Neguib Mahfuz. Premio Nobel de literatura egipcio, escribió una historia de la mujer egipcia hasta el momento en que los británicos tienen que resignarse a que Egipto sea un país independiente, hacia 1922.
La novela, Entre dos palacios, es una joya de la literatura universal y, desde luego, el mejor estudio sobre la mujer realizado en el mundo árabe.
Casi cien años habrán tardado las mujeres árabes para poder asomar la cara sin temor a represalias aunque en algunos países machistas como Arabia Saudita todavía queda mucho que hacer. Sin embargo, en el país de Soraya la de los ojos verdes, aquella bellísima del Sha de Persia, el Iran de los ayatola, todo indica que está surgiendo un feminismo imparable pese a los rigores del régimen.
Las mujeres que Mahfuz pinta en su novela son las que permanecían encerradas en sus casas de El Cairo en espera de que los maridos decidiesen por ellas. Eso era cuando el país estaba bajo el dominio británico.
Pero incluso en esa situación, el escritor nos cuenta cómo las mujeres, que a veces en una misma casa constituían una pequeña tribu entre la madre y las hijas, se las arreglaban para ser las Josefina de aquellos comerciantes adinerados –ese es el universo en que se mueven—que se pasaban las noches de borracheras y a los que ellas tenían que llamar Señor.
Hijas que en la soledad de sus casonas se preparaban para un día salir del brazo de un marido que, como mandaba la tradición, era elegido por los padres y más especialmente por la madre.
Y procuraban estar siempre bellas por si surgía el amante.
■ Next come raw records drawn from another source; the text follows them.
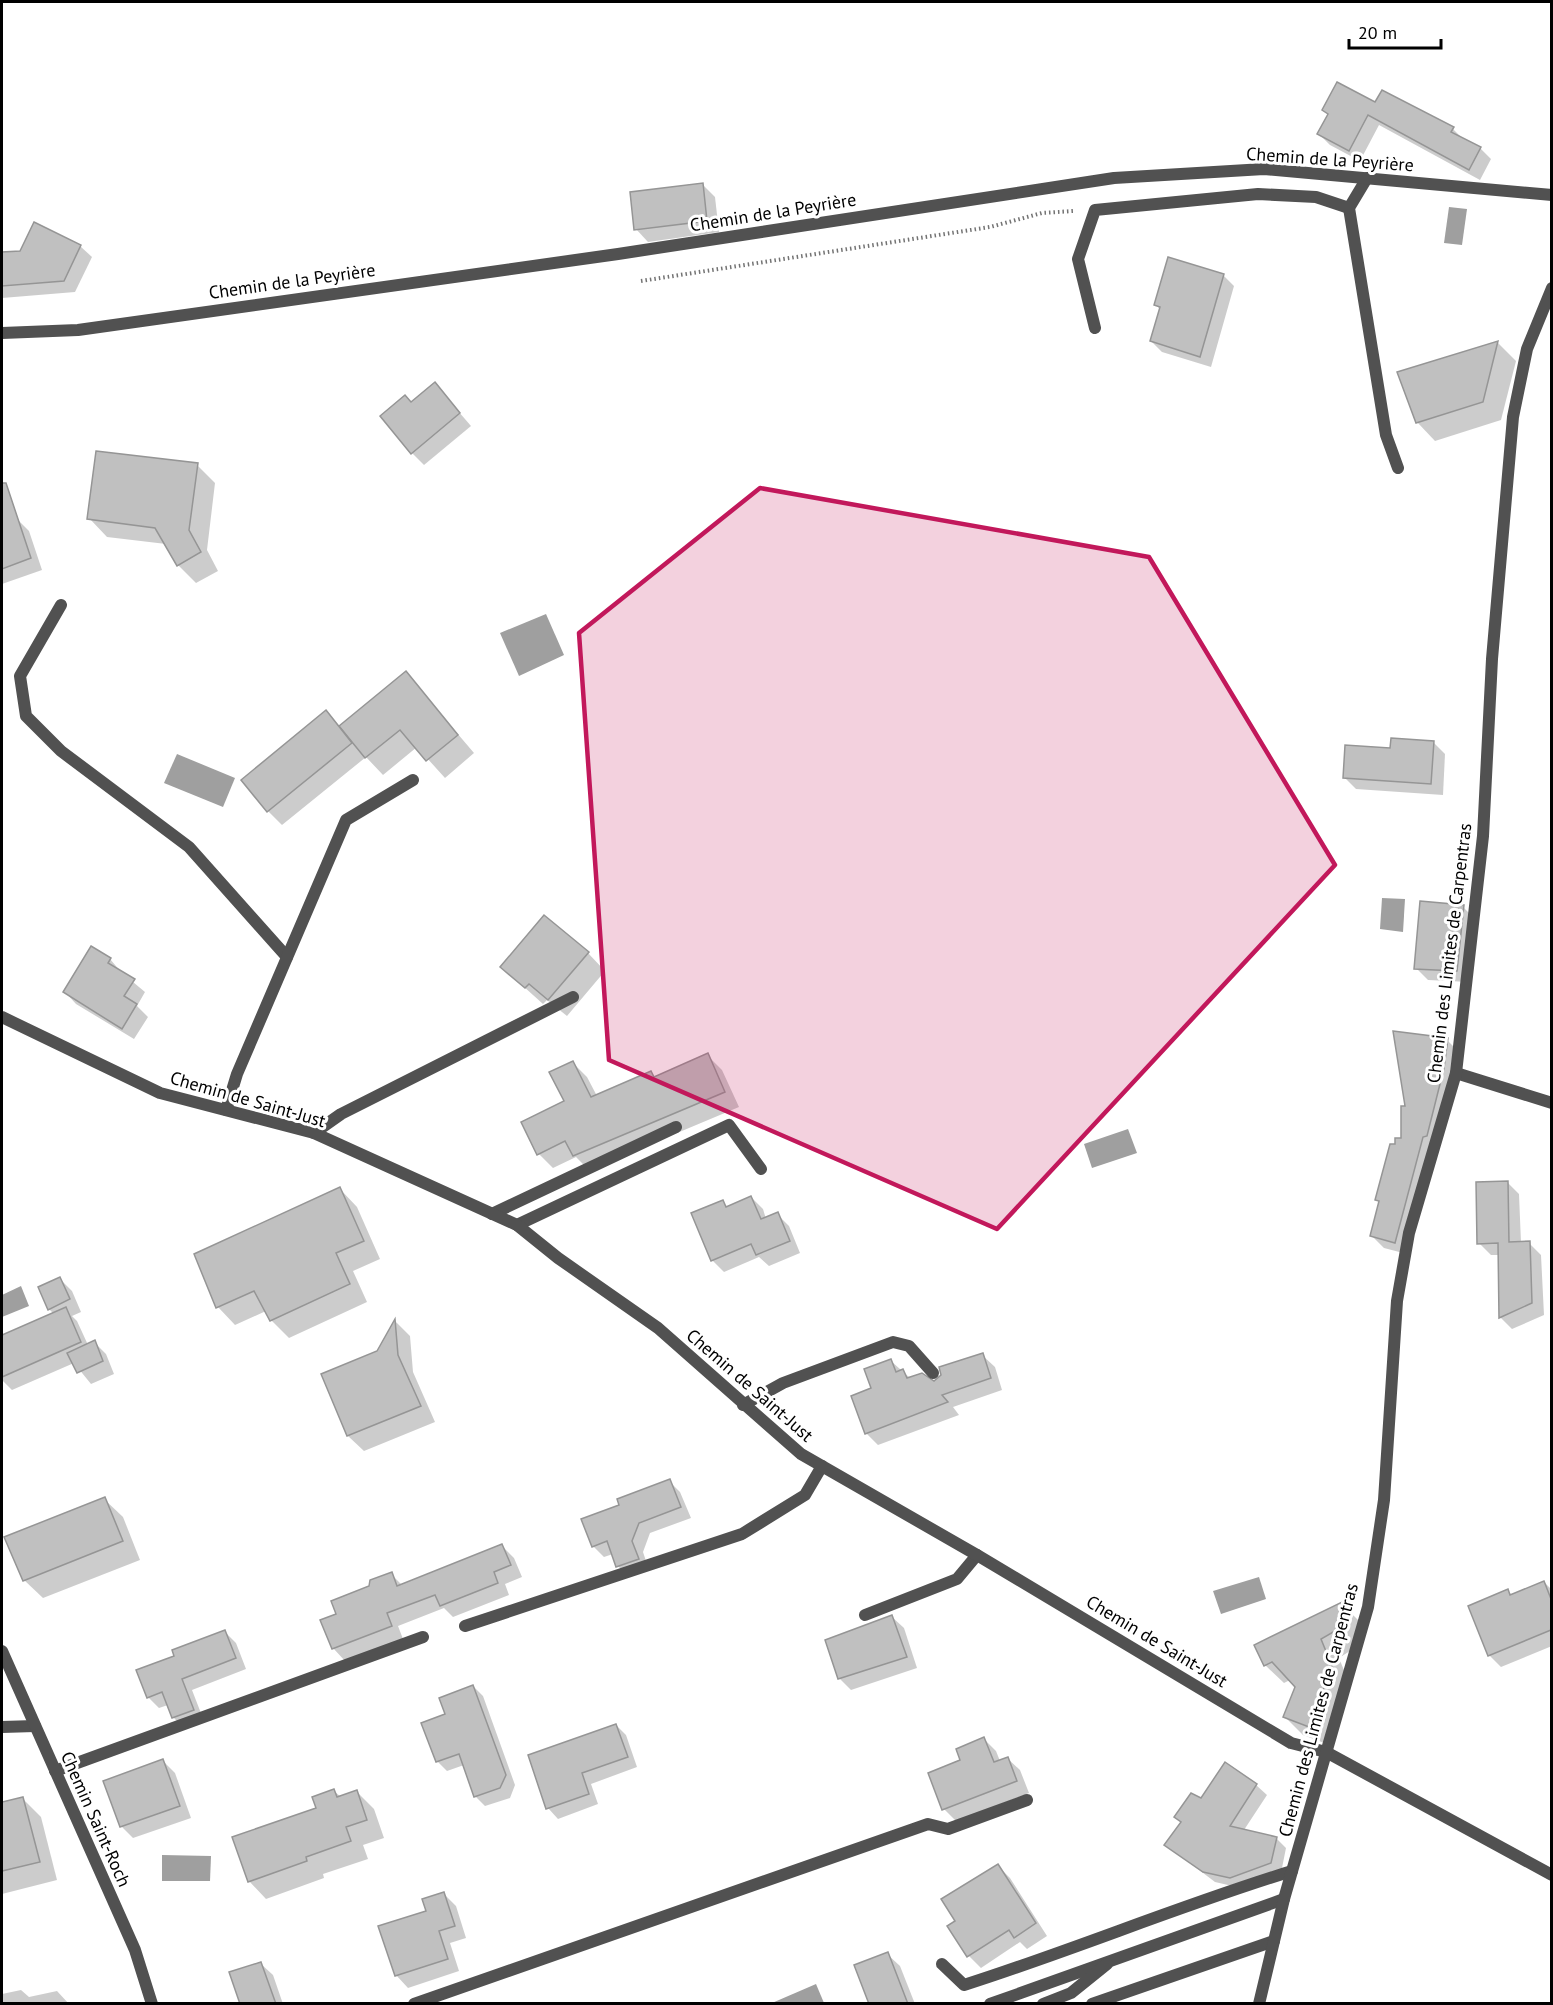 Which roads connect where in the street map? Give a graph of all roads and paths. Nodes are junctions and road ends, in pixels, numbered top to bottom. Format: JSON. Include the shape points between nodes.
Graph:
{"nodes":[{"id":1,"x":1367,"y":178,"type":"junction"},
{"id":2,"x":1551,"y":195,"type":"edge"},
{"id":3,"x":1349,"y":208,"type":"junction"},
{"id":4,"x":1095,"y":210,"type":"junction"},
{"id":5,"x":641,"y":281,"type":"dead end"},
{"id":6,"x":1551,"y":288,"type":"edge"},
{"id":7,"x":1095,"y":328,"type":"dead end"},
{"id":8,"x":2,"y":333,"type":"edge"},
{"id":9,"x":1398,"y":468,"type":"dead end"},
{"id":10,"x":61,"y":605,"type":"dead end"},
{"id":11,"x":413,"y":780,"type":"dead end"},
{"id":12,"x":286,"y":957,"type":"junction"},
{"id":13,"x":573,"y":997,"type":"dead end"},
{"id":14,"x":2,"y":1017,"type":"edge"},
{"id":15,"x":1456,"y":1073,"type":"junction"},
{"id":16,"x":1551,"y":1102,"type":"edge"},
{"id":17,"x":226,"y":1110,"type":"junction"},
{"id":18,"x":676,"y":1127,"type":"dead end"},
{"id":19,"x":314,"y":1133,"type":"junction"},
{"id":20,"x":762,"y":1169,"type":"dead end"},
{"id":21,"x":492,"y":1214,"type":"junction"},
{"id":22,"x":517,"y":1226,"type":"junction"},
{"id":23,"x":933,"y":1373,"type":"dead end"},
{"id":24,"x":743,"y":1405,"type":"junction"},
{"id":25,"x":822,"y":1466,"type":"junction"},
{"id":26,"x":977,"y":1555,"type":"junction"},
{"id":27,"x":865,"y":1615,"type":"dead end"},
{"id":28,"x":465,"y":1626,"type":"dead end"},
{"id":29,"x":423,"y":1637,"type":"dead end"},
{"id":30,"x":2,"y":1651,"type":"edge"},
{"id":31,"x":35,"y":1726,"type":"junction"},
{"id":32,"x":2,"y":1727,"type":"edge"},
{"id":33,"x":1326,"y":1752,"type":"junction"},
{"id":34,"x":55,"y":1771,"type":"junction"},
{"id":35,"x":1027,"y":1800,"type":"dead end"},
{"id":36,"x":1292,"y":1871,"type":"junction"},
{"id":37,"x":1551,"y":1875,"type":"edge"},
{"id":38,"x":1284,"y":1899,"type":"junction"},
{"id":39,"x":1274,"y":1941,"type":"junction"},
{"id":40,"x":1115,"y":1958,"type":"junction"},
{"id":41,"x":942,"y":1964,"type":"dead end"},
{"id":42,"x":152,"y":2004,"type":"edge"},
{"id":43,"x":414,"y":2004,"type":"edge"},
{"id":44,"x":990,"y":2004,"type":"edge"},
{"id":45,"x":1043,"y":2004,"type":"edge"},
{"id":46,"x":1092,"y":2004,"type":"edge"},
{"id":47,"x":1259,"y":2004,"type":"edge"}],
"edges":[{"from":1,"to":2,"type":"street","name":"Chemin de la Peyrière"},
{"from":1,"to":3,"type":"street"},
{"from":1,"to":8,"type":"street","name":"Chemin de la Peyrière","via":[[1264,169],[1114,178],[90,329]]},
{"from":3,"to":4,"type":"street","via":[[1316,197],[1258,194]]},
{"from":3,"to":9,"type":"street","via":[[1386,435]]},
{"from":4,"to":5,"type":"path","via":[[1042,213],[990,228]]},
{"from":4,"to":7,"type":"street","via":[[1078,259]]},
{"from":6,"to":15,"type":"street","name":"Chemin des Limites de Carpentras","via":[[1527,349],[1513,417],[1492,660],[1483,836]]},
{"from":10,"to":12,"type":"street","via":[[20,676],[26,716],[61,751],[189,847]]},
{"from":11,"to":12,"type":"street","via":[[346,820]]},
{"from":12,"to":17,"type":"street"},
{"from":13,"to":19,"type":"street","via":[[341,1113]]},
{"from":14,"to":17,"type":"street","name":"Chemin de Saint-Just","via":[[160,1093]]},
{"from":15,"to":16,"type":"street"},
{"from":15,"to":33,"type":"street","name":"Chemin des Limites de Carpentras","via":[[1409,1233],[1397,1302],[1384,1500],[1368,1607]]},
{"from":17,"to":19,"type":"street","name":"Chemin de Saint-Just"},
{"from":18,"to":21,"type":"street"},
{"from":19,"to":21,"type":"street","name":"Chemin de Saint-Just"},
{"from":20,"to":22,"type":"street","via":[[729,1125]]},
{"from":21,"to":22,"type":"street","name":"Chemin de Saint-Just"},
{"from":22,"to":24,"type":"street","name":"Chemin de Saint-Just","via":[[658,1328]]},
{"from":23,"to":24,"type":"street","via":[[909,1346],[893,1342],[783,1383]]},
{"from":24,"to":25,"type":"street","name":"Chemin de Saint-Just","via":[[801,1454]]},
{"from":25,"to":26,"type":"street","name":"Chemin de Saint-Just"},
{"from":25,"to":28,"type":"street","via":[[805,1495],[742,1534]]},
{"from":26,"to":27,"type":"street","via":[[957,1579]]},
{"from":26,"to":33,"type":"street","name":"Chemin de Saint-Just","via":[[1291,1743]]},
{"from":29,"to":34,"type":"street"},
{"from":30,"to":31,"type":"street","name":"Chemin Saint-Roch"},
{"from":31,"to":32,"type":"street"},
{"from":31,"to":34,"type":"street","name":"Chemin Saint-Roch"},
{"from":33,"to":36,"type":"street","name":"Chemin des Limites de Carpentras"},
{"from":33,"to":37,"type":"street","name":"Chemin de Saint-Just"},
{"from":34,"to":42,"type":"street","name":"Chemin Saint-Roch","via":[[135,1950]]},
{"from":35,"to":43,"type":"street","via":[[948,1829],[928,1824]]},
{"from":36,"to":38,"type":"street","name":"Chemin des Limites de Carpentras"},
{"from":36,"to":41,"type":"street","via":[[964,1986]]},
{"from":38,"to":39,"type":"street","name":"Chemin des Limites de Carpentras"},
{"from":38,"to":40,"type":"street"},
{"from":39,"to":46,"type":"street"},
{"from":39,"to":47,"type":"street","name":"Chemin des Limites de Carpentras"},
{"from":40,"to":44,"type":"street"},
{"from":40,"to":45,"type":"street","via":[[1071,1993]]}]}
Mahfuz apunta cómo se preparaba el cuerpo una de ellas: "La comida tenía entre ellas una elevada intención estética en su calidad de pilar natural de la grasa, y ellas la tomaban con lentitud y cuidado y se esforzaban en masticar y masticar…repetían hasta estar llenas".
"No olvides este cuerpo delicado y relleno", le dice una hermana a la otra, que va a ser presentada a unas casamenteras.
El mundo ha cambiado, las modas han cambiado pero Josefina la conquistadora sigue en pie, dispuesta a seguir dando guerra. Aunque ya no sea necesario para estar bellas atiborrarse de muhallabiyya, el arroz con leche con que las jóvenes del cuento de Mahfuz se preparaban para cazar marido.